Suburban Woods Health And Rehab

Based on facility documentation, clinical records and interviews with facility staff, it was determined that the nursing facility failed to notify the physician of medication omission for three residents of 24 residents total reviewed. The findings included the following: A review of Resident’s R108’s physician orders. A review of the hospital physician consultation dated December 4, 2012 indicated that antibiotics were recommended to deter a future amputation of the lower right leg. A review of Resident R108’s Medication Administration Record. An interview with Employee E4, a licensed nurse, on December 13, 2012, at 11:00a.m., confirmed that the physician had not been notified for four days of the antibiotic omission. Review of R43’s transfer orders from the hospital, dated December 7, 2012, included admission medication orders for high blood pressure by mouth every day. Review of R43’s clinical record revealed that the resident was admitted to the facility at 6:00p.m. on December 12, 2012. In an interview with Employee E2, on December 10, 2012 at 2:00p.m. confirmed that there were three medications not available and not administered as ordered. There was no evidence of a physician notified.

Based on reviews of residents’ personal funds, resident and staff interviews, it was determined that the facility failed to provide an individual quarterly statement for each resident’s personal funds entrusted to the facility on the resident’s behalf for 14 of 24 residents reviewed. The findings included the following: The financial records for certain residents revealed that these residents had personal funds entrusted by the nursing home. Noted residents revealed that the facility had not maintained or provided an individual quarterly statement for each resident’s personal funds entrusted to the facility on the resident’s behalf throughout the period of July 6, 2012 through December 13, 2012. This was confirmed during group meeting interviews with the residents on December 12, 2012.

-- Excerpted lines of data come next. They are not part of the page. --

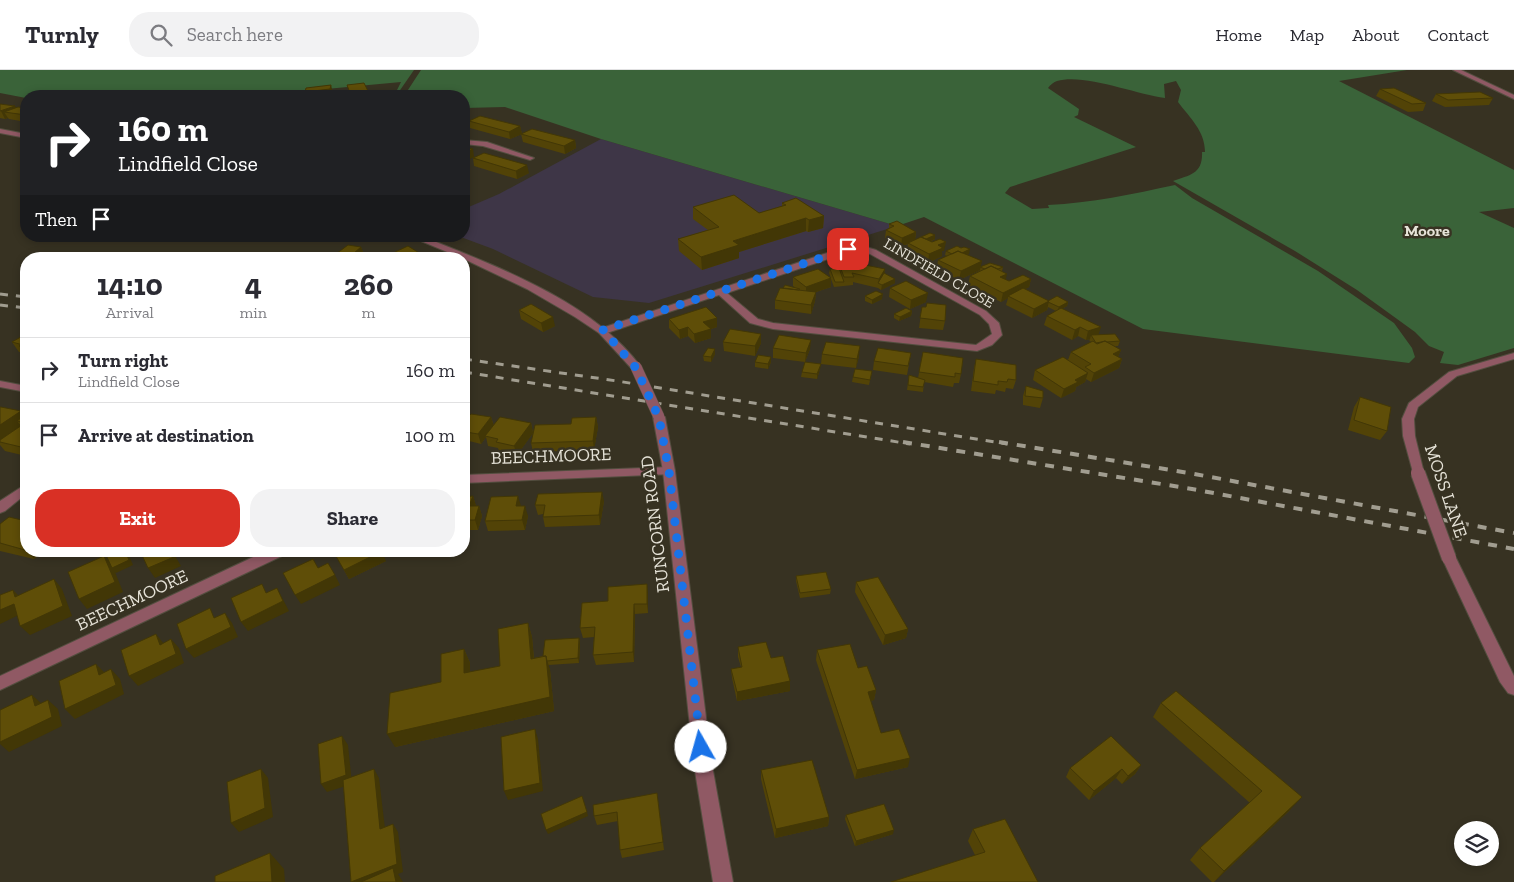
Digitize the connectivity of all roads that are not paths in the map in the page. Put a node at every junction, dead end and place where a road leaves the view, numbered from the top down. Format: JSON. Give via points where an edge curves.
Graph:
{"nodes":[{"id":1,"x":1456,"y":70,"type":"edge"},
{"id":2,"x":1514,"y":96,"type":"edge"},
{"id":3,"x":0,"y":131,"type":"edge"},
{"id":4,"x":20,"y":135,"type":"edge"},
{"id":5,"x":470,"y":143,"type":"edge"},
{"id":6,"x":530,"y":158,"type":"dead end"},
{"id":7,"x":428,"y":242,"type":"edge"},
{"id":8,"x":453,"y":252,"type":"edge"},
{"id":9,"x":470,"y":260,"type":"edge"},
{"id":10,"x":721,"y":292,"type":"junction"},
{"id":11,"x":603,"y":330,"type":"junction"},
{"id":12,"x":1514,"y":356,"type":"edge"},
{"id":13,"x":0,"y":384,"type":"edge"},
{"id":14,"x":20,"y":388,"type":"edge"},
{"id":15,"x":669,"y":471,"type":"junction"},
{"id":16,"x":470,"y":479,"type":"edge"},
{"id":17,"x":20,"y":493,"type":"edge"},
{"id":18,"x":0,"y":508,"type":"edge"},
{"id":19,"x":267,"y":557,"type":"edge"},
{"id":20,"x":0,"y":683,"type":"edge"},
{"id":21,"x":1514,"y":688,"type":"edge"},
{"id":22,"x":723,"y":882,"type":"edge"}],
"edges":[{"from":1,"to":2,"type":"street"},
{"from":3,"to":4,"type":"street"},
{"from":5,"to":6,"type":"street"},
{"from":7,"to":8,"type":"street","name":"RUNCORN ROAD"},
{"from":9,"to":11,"type":"street","name":"RUNCORN ROAD","via":[[530,288]]},
{"from":10,"to":10,"type":"street","name":"LINDFIELD CLOSE","via":[[848,249],[860,248],[873,252],[983,313],[994,323],[997,334],[977,348],[773,326],[754,321]]},
{"from":10,"to":11,"type":"street","name":"LINDFIELD CLOSE"},
{"from":11,"to":15,"type":"street","name":"RUNCORN ROAD","bridge":true,"via":[[636,368],[659,418]]},
{"from":12,"to":21,"type":"street","name":"MOSS LANE","bridge":true,"via":[[1453,374],[1413,405],[1408,419],[1418,473],[1449,558]]},
{"from":13,"to":14,"type":"street"},
{"from":15,"to":16,"type":"street","name":"BEECHMOORE"},
{"from":15,"to":22,"type":"street","name":"RUNCORN ROAD","via":[[703,765]]},
{"from":17,"to":18,"type":"street"},
{"from":19,"to":20,"type":"street","name":"BEECHMOORE"}]}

Based on an observation, resident and staff interviews, it was determined that the facility failed to make survey results readily accessible to residents and post notice of their location and availability. Findings included the following: During an environmental tour of the facility on December 12, 2012 with Employee E15, maintenance director, there was no signs posted for the location of survey results. An observation of the first and second floor dining rooms revealed a binder laying flat on the kitchen counter top which had surveys inside. During the residents’ group interview conducted on December 12, 2012, six alert and oriented residents indicated that they did not know where the survey results are located. In an interview with Employee E15 on December 12, 2012 at 11:00a.m. it was confirmed that residents could not see where the binder was located or what the binder contained. Another observation revealed that the content of the binders revealed copies of recent visits to the facility were not legible due to extremely dark print.